What is required
If a line in the material below has the string "Kebahagiaan", copy it out.

╭─ Information

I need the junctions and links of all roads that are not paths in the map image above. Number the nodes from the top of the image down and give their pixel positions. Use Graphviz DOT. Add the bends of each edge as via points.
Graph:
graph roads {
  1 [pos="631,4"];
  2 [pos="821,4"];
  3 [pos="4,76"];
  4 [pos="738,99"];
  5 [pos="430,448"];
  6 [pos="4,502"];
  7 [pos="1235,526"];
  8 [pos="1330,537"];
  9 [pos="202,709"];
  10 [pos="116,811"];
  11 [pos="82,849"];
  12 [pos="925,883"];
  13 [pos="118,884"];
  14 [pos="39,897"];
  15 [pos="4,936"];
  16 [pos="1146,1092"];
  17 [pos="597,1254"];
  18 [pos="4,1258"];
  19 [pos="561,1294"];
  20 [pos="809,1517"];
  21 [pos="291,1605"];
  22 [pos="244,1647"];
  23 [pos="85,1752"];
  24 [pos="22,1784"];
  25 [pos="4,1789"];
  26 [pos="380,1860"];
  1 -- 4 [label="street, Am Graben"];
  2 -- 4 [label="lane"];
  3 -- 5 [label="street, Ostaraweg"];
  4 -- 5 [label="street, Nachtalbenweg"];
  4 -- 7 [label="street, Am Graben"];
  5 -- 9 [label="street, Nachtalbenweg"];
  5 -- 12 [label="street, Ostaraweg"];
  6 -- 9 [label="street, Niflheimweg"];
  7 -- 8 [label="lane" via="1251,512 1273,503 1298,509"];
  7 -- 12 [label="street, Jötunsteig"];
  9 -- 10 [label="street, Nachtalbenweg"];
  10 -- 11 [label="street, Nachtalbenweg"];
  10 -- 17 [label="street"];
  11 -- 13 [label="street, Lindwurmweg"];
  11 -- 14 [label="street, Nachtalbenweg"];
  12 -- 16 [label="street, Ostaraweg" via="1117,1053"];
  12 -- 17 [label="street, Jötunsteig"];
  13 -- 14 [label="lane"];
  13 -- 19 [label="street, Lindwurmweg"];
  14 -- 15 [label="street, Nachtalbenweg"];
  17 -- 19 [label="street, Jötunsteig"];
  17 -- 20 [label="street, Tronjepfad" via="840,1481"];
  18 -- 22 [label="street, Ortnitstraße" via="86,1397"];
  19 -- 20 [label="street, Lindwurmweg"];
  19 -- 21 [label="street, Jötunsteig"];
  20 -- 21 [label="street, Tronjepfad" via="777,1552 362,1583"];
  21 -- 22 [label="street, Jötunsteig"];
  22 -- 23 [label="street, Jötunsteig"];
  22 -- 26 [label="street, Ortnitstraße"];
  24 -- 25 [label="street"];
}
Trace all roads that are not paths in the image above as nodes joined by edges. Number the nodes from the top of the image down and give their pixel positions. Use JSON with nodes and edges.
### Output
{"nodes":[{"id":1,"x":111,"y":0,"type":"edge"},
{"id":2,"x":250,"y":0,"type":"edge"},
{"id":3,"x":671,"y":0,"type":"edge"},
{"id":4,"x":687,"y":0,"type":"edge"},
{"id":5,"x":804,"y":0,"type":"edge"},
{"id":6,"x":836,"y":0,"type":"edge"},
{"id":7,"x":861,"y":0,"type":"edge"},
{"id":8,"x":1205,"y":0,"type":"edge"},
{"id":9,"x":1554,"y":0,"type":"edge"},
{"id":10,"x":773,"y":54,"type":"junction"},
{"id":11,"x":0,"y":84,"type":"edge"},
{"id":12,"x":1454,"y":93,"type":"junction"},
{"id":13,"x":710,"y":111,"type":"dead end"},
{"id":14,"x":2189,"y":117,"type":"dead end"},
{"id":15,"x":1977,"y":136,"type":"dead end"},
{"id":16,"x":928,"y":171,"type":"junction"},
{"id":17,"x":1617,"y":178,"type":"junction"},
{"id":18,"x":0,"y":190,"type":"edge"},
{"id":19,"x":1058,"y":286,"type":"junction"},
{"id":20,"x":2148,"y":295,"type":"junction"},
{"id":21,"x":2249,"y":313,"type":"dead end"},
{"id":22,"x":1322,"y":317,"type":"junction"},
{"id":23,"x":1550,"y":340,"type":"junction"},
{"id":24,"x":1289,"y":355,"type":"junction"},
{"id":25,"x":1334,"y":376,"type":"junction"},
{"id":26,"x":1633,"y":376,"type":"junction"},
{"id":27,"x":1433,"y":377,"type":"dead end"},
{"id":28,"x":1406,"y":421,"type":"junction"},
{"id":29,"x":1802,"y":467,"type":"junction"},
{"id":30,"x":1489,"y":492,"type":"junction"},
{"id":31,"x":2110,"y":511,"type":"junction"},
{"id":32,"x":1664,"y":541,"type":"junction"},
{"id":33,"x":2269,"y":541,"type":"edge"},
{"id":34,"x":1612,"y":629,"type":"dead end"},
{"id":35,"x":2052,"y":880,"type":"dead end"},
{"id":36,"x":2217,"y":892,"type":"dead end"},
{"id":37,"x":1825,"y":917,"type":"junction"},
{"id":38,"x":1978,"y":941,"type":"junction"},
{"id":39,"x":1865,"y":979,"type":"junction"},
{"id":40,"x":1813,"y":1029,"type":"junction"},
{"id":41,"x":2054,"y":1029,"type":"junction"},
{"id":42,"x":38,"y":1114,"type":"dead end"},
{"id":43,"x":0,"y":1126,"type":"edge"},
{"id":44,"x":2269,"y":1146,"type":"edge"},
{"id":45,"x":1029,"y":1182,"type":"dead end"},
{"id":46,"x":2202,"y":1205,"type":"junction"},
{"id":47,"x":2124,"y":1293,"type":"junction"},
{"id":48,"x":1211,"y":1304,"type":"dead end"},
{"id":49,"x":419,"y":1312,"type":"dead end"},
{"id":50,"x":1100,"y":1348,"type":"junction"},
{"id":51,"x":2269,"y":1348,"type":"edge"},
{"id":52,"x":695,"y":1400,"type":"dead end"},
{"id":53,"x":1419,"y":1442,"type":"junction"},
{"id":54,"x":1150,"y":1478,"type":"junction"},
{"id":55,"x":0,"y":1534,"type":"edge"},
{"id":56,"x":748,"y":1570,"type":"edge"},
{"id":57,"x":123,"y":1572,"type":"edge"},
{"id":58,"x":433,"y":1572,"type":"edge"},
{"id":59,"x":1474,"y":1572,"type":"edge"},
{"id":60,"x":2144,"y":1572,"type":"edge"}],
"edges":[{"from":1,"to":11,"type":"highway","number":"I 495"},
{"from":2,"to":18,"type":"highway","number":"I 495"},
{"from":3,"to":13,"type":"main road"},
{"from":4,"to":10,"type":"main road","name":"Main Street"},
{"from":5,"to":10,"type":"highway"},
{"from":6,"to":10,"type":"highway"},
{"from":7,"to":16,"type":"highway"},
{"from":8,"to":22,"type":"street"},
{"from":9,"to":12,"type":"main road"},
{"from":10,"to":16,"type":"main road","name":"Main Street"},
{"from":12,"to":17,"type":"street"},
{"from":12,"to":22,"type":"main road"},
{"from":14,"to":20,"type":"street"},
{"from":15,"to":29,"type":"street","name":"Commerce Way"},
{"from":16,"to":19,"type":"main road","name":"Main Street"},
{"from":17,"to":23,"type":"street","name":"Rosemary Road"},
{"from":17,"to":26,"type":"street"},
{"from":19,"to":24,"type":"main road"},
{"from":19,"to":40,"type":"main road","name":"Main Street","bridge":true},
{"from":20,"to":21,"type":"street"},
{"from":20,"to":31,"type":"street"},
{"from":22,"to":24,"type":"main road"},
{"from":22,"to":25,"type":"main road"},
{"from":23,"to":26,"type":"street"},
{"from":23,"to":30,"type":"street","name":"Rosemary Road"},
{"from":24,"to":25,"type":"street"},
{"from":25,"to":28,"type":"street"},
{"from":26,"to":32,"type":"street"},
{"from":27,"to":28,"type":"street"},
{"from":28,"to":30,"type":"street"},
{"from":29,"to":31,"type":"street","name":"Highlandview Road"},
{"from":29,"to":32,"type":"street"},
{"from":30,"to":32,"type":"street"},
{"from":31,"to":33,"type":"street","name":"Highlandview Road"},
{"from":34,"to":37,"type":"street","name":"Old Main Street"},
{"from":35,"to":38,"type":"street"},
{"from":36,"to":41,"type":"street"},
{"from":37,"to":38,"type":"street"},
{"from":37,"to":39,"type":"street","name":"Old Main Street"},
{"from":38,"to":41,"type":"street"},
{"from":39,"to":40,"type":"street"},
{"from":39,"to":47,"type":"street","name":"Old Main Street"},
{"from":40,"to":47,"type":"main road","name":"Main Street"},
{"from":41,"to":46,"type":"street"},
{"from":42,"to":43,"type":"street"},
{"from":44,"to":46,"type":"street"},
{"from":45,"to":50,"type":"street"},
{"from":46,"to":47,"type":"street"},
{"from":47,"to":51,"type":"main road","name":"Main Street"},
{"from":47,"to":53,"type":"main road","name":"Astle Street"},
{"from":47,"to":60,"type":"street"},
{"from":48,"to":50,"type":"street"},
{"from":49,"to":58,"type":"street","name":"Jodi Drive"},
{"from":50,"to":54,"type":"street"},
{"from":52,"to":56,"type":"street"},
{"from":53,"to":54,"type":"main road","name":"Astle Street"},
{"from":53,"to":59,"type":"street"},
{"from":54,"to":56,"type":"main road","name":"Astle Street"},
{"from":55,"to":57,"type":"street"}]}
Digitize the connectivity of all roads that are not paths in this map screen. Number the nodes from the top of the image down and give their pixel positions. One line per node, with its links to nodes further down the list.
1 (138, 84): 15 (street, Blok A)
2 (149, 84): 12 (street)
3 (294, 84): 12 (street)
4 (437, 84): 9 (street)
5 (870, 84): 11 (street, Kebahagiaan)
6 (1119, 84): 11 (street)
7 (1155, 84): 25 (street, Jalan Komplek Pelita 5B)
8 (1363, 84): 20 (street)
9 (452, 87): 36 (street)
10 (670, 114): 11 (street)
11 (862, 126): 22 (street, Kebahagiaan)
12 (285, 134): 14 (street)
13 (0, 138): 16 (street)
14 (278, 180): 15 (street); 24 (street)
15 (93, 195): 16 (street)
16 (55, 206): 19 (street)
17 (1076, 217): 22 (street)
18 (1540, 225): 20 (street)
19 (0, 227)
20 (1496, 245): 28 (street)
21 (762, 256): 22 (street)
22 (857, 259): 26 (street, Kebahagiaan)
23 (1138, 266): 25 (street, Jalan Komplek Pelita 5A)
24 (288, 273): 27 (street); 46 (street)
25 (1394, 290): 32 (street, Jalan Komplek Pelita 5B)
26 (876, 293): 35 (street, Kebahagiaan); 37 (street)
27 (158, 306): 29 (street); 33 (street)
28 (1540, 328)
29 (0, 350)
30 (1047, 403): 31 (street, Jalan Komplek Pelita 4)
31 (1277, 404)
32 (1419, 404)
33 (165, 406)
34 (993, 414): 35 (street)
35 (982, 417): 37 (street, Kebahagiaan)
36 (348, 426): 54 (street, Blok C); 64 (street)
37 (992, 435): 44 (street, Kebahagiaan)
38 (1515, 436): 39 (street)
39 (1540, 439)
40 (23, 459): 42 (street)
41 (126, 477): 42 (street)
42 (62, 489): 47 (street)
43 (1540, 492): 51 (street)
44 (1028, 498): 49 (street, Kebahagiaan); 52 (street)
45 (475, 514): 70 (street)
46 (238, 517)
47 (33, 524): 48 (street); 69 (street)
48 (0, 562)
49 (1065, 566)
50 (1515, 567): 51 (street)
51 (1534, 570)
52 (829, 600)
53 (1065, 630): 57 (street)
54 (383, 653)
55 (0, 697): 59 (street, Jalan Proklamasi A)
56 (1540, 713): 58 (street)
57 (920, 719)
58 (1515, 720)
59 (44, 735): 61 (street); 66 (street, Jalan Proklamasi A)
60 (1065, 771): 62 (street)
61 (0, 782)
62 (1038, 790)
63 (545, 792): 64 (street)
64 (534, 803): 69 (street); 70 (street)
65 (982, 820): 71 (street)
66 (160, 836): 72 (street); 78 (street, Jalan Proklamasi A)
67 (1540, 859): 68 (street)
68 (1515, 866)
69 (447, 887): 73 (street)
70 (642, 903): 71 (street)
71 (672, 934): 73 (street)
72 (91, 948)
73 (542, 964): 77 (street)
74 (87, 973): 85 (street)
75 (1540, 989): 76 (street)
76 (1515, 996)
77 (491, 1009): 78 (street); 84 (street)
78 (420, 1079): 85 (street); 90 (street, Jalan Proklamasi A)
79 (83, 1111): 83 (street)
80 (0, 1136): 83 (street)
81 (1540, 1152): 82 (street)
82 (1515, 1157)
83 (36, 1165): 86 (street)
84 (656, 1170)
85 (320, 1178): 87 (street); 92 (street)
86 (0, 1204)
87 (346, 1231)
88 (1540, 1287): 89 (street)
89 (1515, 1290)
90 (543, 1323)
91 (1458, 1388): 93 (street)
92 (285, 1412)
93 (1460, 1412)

╰─

Solution for this problem
5 (870, 84): 11 (street, Kebahagiaan)
11 (862, 126): 22 (street, Kebahagiaan)
22 (857, 259): 26 (street, Kebahagiaan)
26 (876, 293): 35 (street, Kebahagiaan); 37 (street)
35 (982, 417): 37 (street, Kebahagiaan)
37 (992, 435): 44 (street, Kebahagiaan)
44 (1028, 498): 49 (street, Kebahagiaan); 52 (street)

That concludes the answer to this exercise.